What is being asked:
Read the records below and report each line in which "Turi" occurs.
════════════════
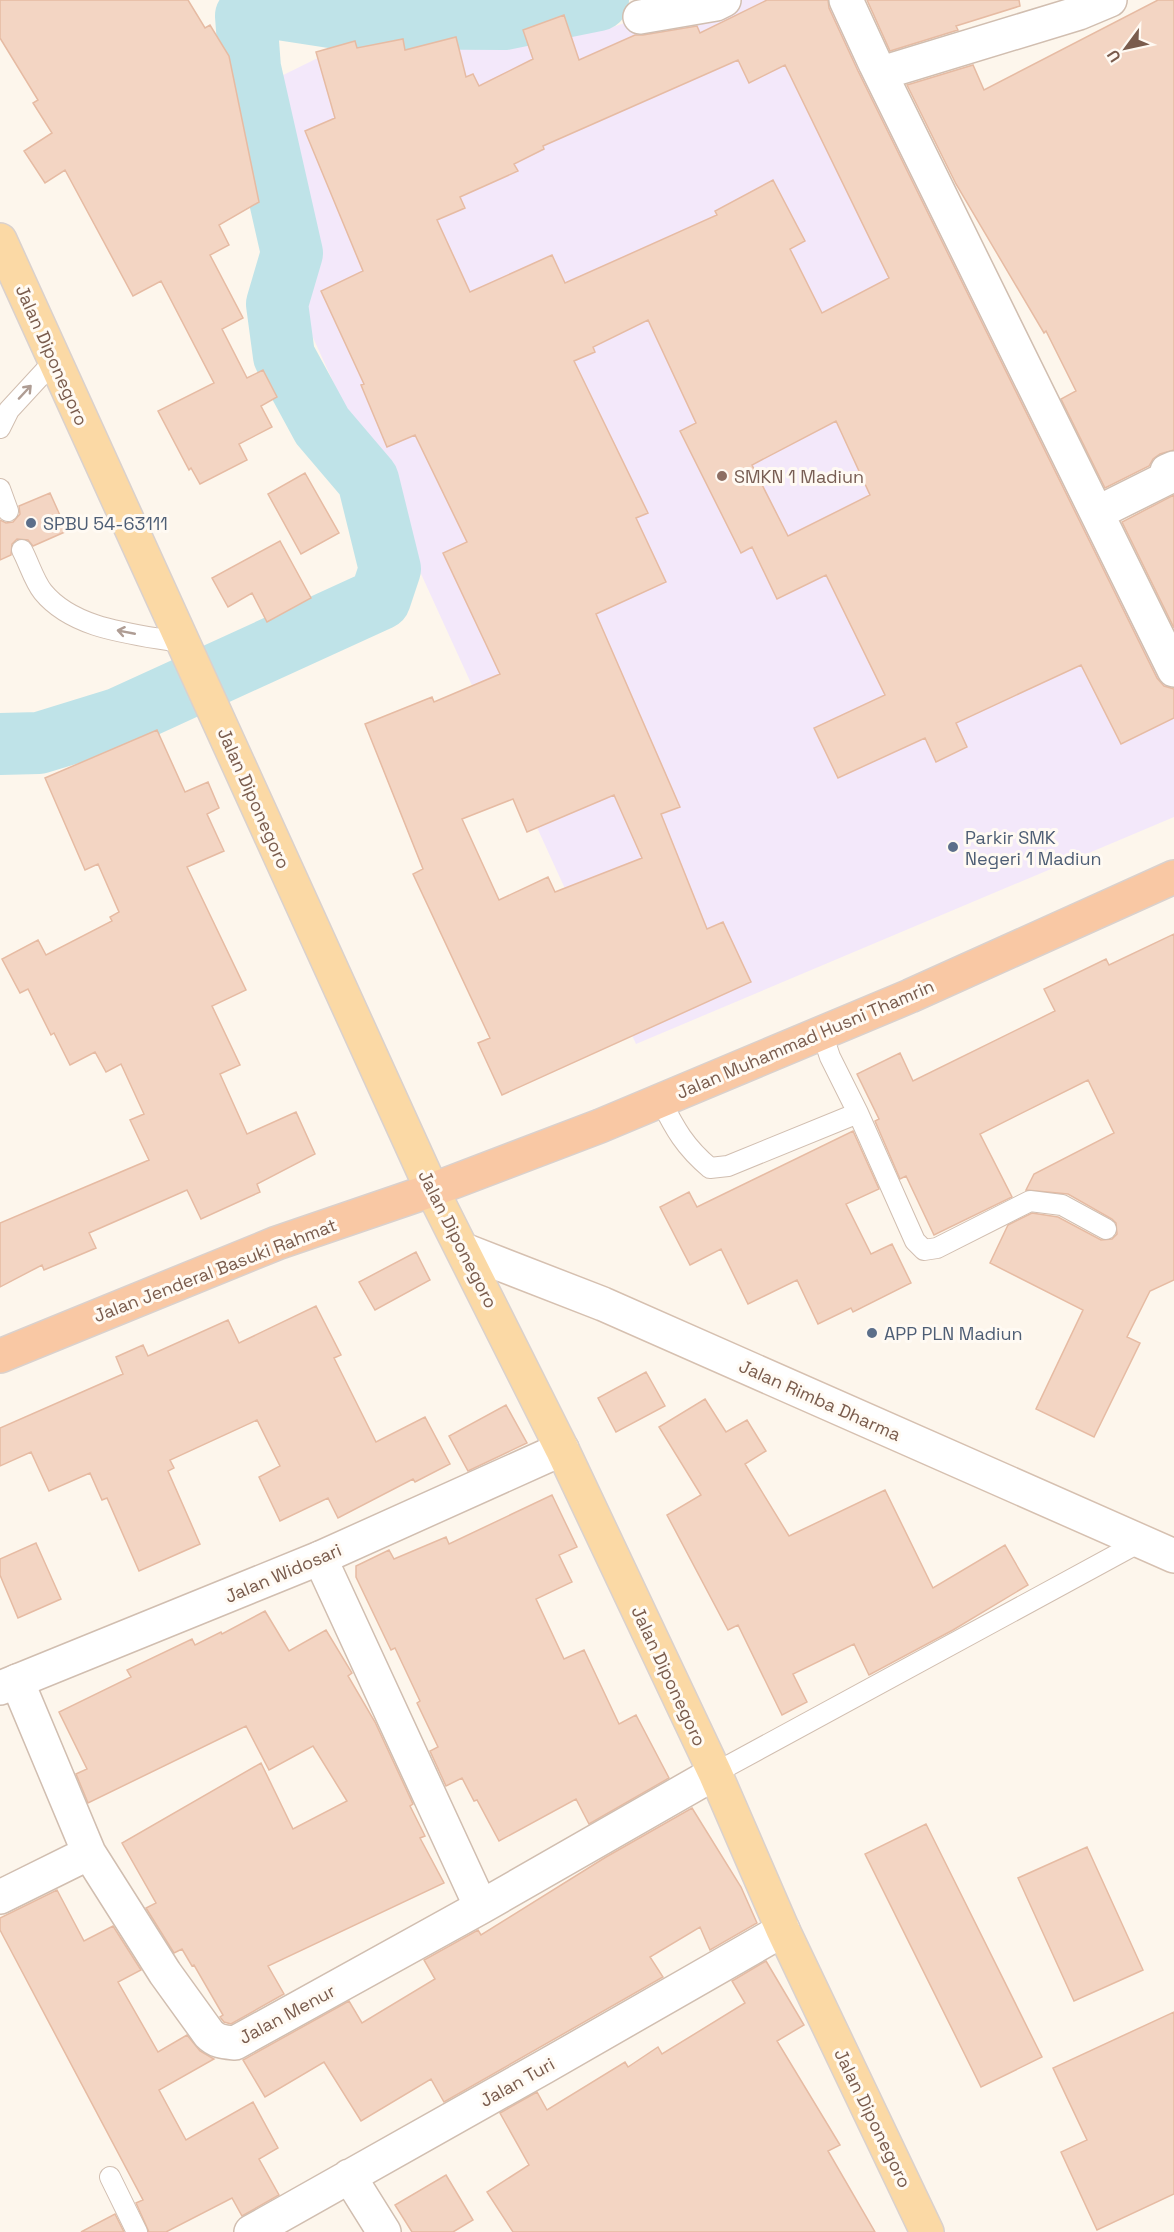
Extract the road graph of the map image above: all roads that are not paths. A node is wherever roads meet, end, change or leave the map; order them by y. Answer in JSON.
{"nodes":[{"id":1,"x":724,"y":0,"type":"edge"},
{"id":2,"x":846,"y":0,"type":"edge"},
{"id":3,"x":1110,"y":0,"type":"edge"},
{"id":4,"x":640,"y":17,"type":"dead end"},
{"id":5,"x":875,"y":63,"type":"junction"},
{"id":6,"x":0,"y":240,"type":"edge"},
{"id":7,"x":55,"y":360,"type":"junction"},
{"id":8,"x":0,"y":428,"type":"edge"},
{"id":9,"x":1174,"y":468,"type":"edge"},
{"id":10,"x":0,"y":489,"type":"edge"},
{"id":11,"x":8,"y":511,"type":"dead end"},
{"id":12,"x":1097,"y":513,"type":"junction"},
{"id":13,"x":22,"y":550,"type":"dead end"},
{"id":14,"x":184,"y":645,"type":"junction"},
{"id":15,"x":1174,"y":670,"type":"edge"},
{"id":16,"x":1174,"y":877,"type":"edge"},
{"id":17,"x":822,"y":1033,"type":"junction"},
{"id":18,"x":661,"y":1101,"type":"junction"},
{"id":19,"x":858,"y":1113,"type":"junction"},
{"id":20,"x":432,"y":1190,"type":"junction"},
{"id":21,"x":1106,"y":1229,"type":"dead end"},
{"id":22,"x":464,"y":1250,"type":"junction"},
{"id":23,"x":0,"y":1356,"type":"edge"},
{"id":24,"x":562,"y":1449,"type":"junction"},
{"id":25,"x":1140,"y":1542,"type":"junction"},
{"id":26,"x":1174,"y":1556,"type":"edge"},
{"id":27,"x":320,"y":1558,"type":"junction"},
{"id":28,"x":8,"y":1685,"type":"edge"},
{"id":29,"x":715,"y":1773,"type":"junction"},
{"id":30,"x":89,"y":1853,"type":"junction"},
{"id":31,"x":0,"y":1897,"type":"edge"},
{"id":32,"x":481,"y":1906,"type":"junction"},
{"id":33,"x":783,"y":1930,"type":"junction"},
{"id":34,"x":349,"y":2176,"type":"junction"},
{"id":35,"x":110,"y":2177,"type":"dead end"},
{"id":36,"x":265,"y":2228,"type":"edge"},
{"id":37,"x":137,"y":2232,"type":"edge"},
{"id":38,"x":384,"y":2232,"type":"edge"},
{"id":39,"x":927,"y":2232,"type":"edge"}],
"edges":[{"from":1,"to":4,"type":"street"},
{"from":2,"to":5,"type":"street"},
{"from":3,"to":5,"type":"street"},
{"from":5,"to":12,"type":"street"},
{"from":6,"to":7,"type":"main road","name":"Jalan Diponegoro"},
{"from":8,"to":7,"type":"lane","one_way":true},
{"from":7,"to":14,"type":"main road","name":"Jalan Diponegoro"},
{"from":9,"to":12,"type":"street"},
{"from":10,"to":11,"type":"lane"},
{"from":12,"to":15,"type":"street"},
{"from":14,"to":13,"type":"lane","one_way":true},
{"from":14,"to":20,"type":"main road","name":"Jalan Diponegoro"},
{"from":16,"to":17,"type":"highway","name":"Jalan Muhammad Husni Thamrin"},
{"from":17,"to":18,"type":"highway","name":"Jalan Muhammad Husni Thamrin"},
{"from":17,"to":19,"type":"lane"},
{"from":18,"to":19,"type":"lane"},
{"from":18,"to":20,"type":"highway","name":"Jalan Muhammad Husni Thamrin"},
{"from":19,"to":21,"type":"lane"},
{"from":20,"to":22,"type":"main road","name":"Jalan Diponegoro"},
{"from":20,"to":23,"type":"highway","name":"Jalan Jenderal Basuki Rahmat"},
{"from":22,"to":24,"type":"main road","name":"Jalan Diponegoro"},
{"from":22,"to":25,"type":"street","name":"Jalan Rimba Dharma"},
{"from":24,"to":27,"type":"street","name":"Jalan Widosari"},
{"from":24,"to":29,"type":"main road","name":"Jalan Diponegoro"},
{"from":25,"to":26,"type":"street","name":"Jalan Rimba Dharma"},
{"from":25,"to":29,"type":"lane"},
{"from":27,"to":28,"type":"street","name":"Jalan Widosari"},
{"from":27,"to":32,"type":"street"},
{"from":28,"to":30,"type":"street","name":"Jalan Menur"},
{"from":29,"to":32,"type":"street","name":"Jalan Menur"},
{"from":29,"to":33,"type":"main road","name":"Jalan Diponegoro"},
{"from":30,"to":31,"type":"street"},
{"from":30,"to":32,"type":"street","name":"Jalan Menur"},
{"from":33,"to":34,"type":"street","name":"Jalan Turi"},
{"from":33,"to":39,"type":"main road","name":"Jalan Diponegoro"},
{"from":34,"to":36,"type":"street","name":"Jalan Turi"},
{"from":34,"to":38,"type":"street"},
{"from":35,"to":37,"type":"lane"}]}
════════════════
Answer space:
{"from":33,"to":34,"type":"street","name":"Jalan Turi"},
{"from":34,"to":36,"type":"street","name":"Jalan Turi"},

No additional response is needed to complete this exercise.